Stored data
══════════════════════════════

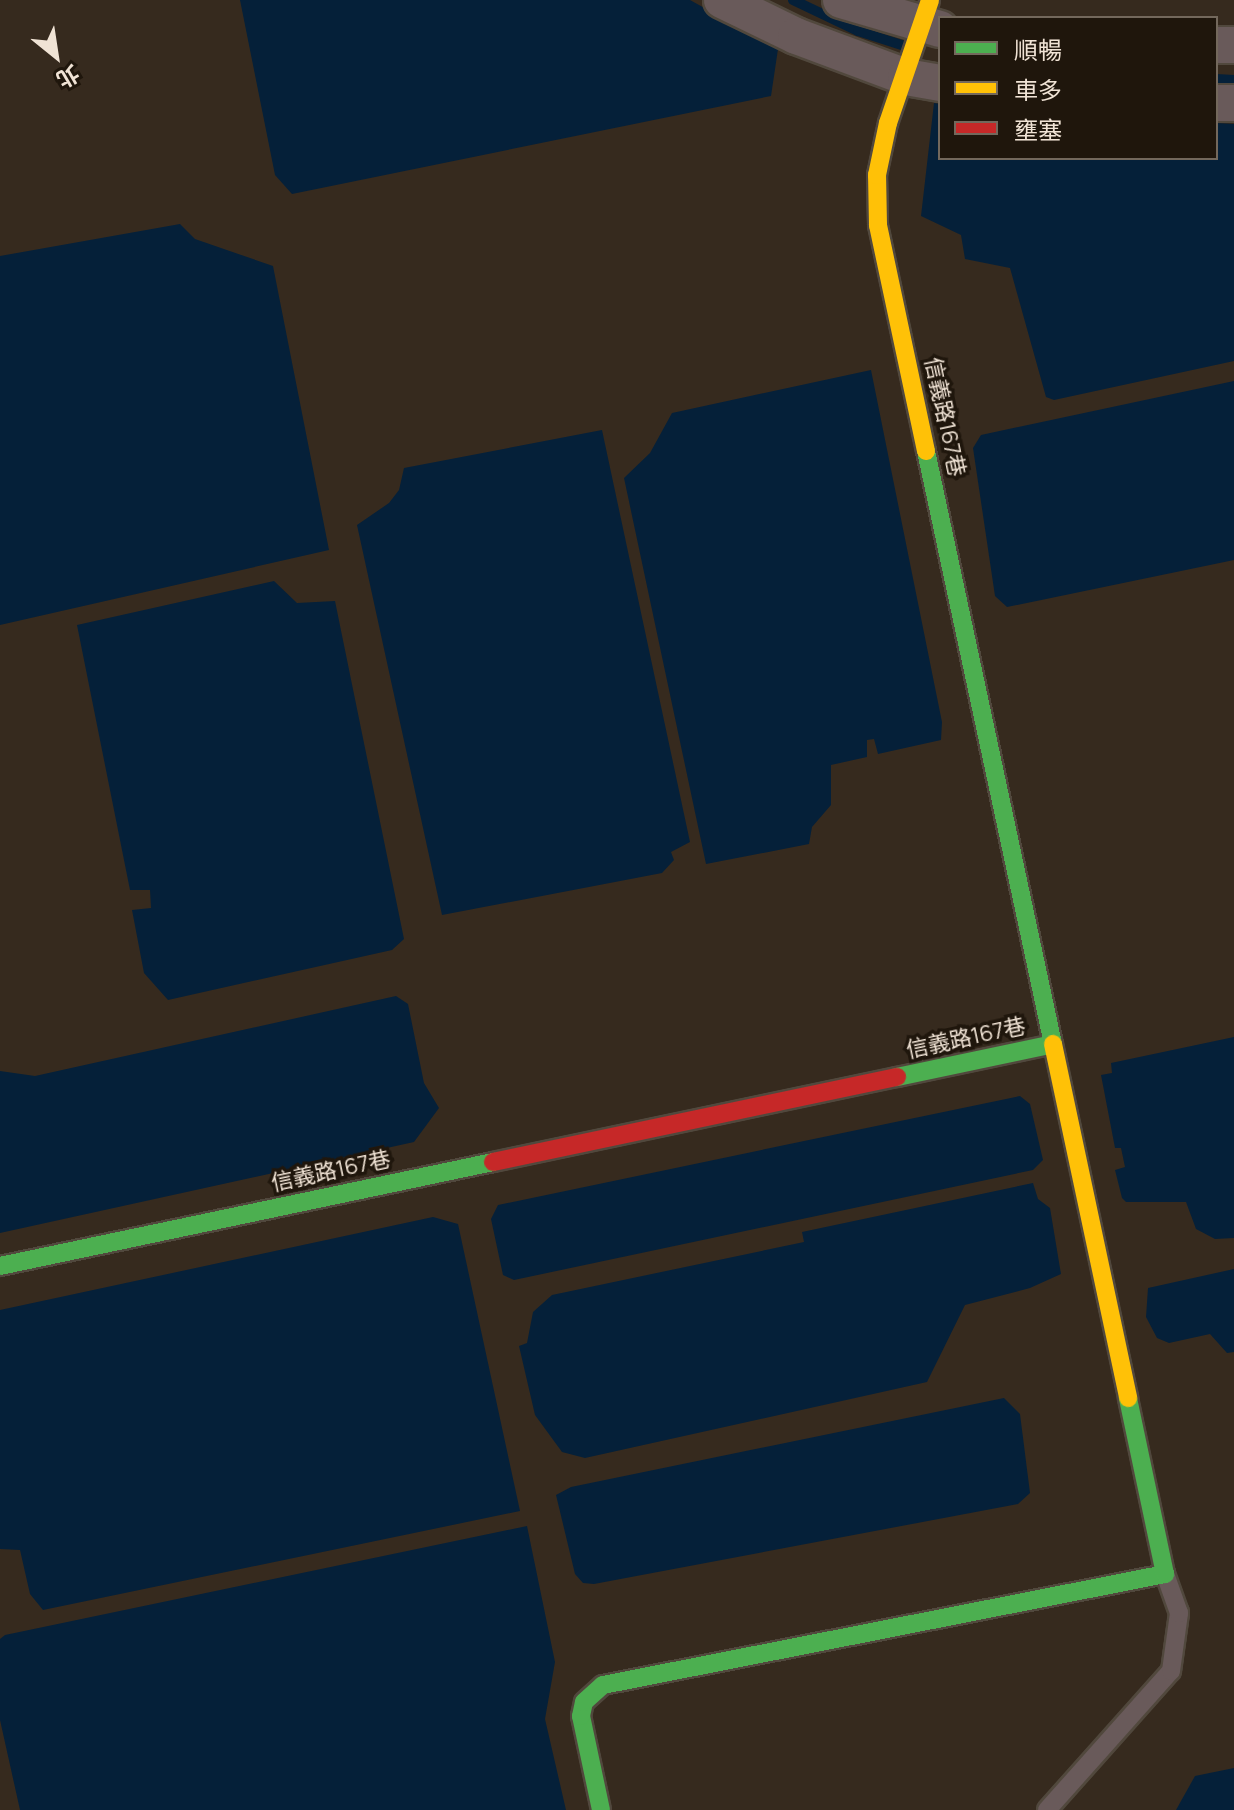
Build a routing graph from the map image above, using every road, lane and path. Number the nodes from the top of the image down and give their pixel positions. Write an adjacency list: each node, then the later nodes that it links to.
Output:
1 (722, 0): 4 (street)
2 (841, 0): 3 (street)
3 (928, 22): 4 (street, 信義路167巷)
4 (919, 75): 5 (street, 信義路167巷)
5 (1053, 1044): 6 (street, 信義路167巷); 7 (street)
6 (0, 1266)
7 (1165, 1574): 8 (street); 9 (lane)
8 (601, 1810)
9 (1047, 1810)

══════════════════════════════

TASK REQUIREMENTS: The records above are to be transcribed word for word. Skip the images.

RESPONSE TO THIS TASK:
Build a routing graph from the map image above, using every road, lane and path. Number the nodes from the top of the image down and give their pixel positions. Write an adjacency list: each node, then the later nodes that it links to.
Output:
1 (722, 0): 4 (street)
2 (841, 0): 3 (street)
3 (928, 22): 4 (street, 信義路167巷)
4 (919, 75): 5 (street, 信義路167巷)
5 (1053, 1044): 6 (street, 信義路167巷); 7 (street)
6 (0, 1266)
7 (1165, 1574): 8 (street); 9 (lane)
8 (601, 1810)
9 (1047, 1810)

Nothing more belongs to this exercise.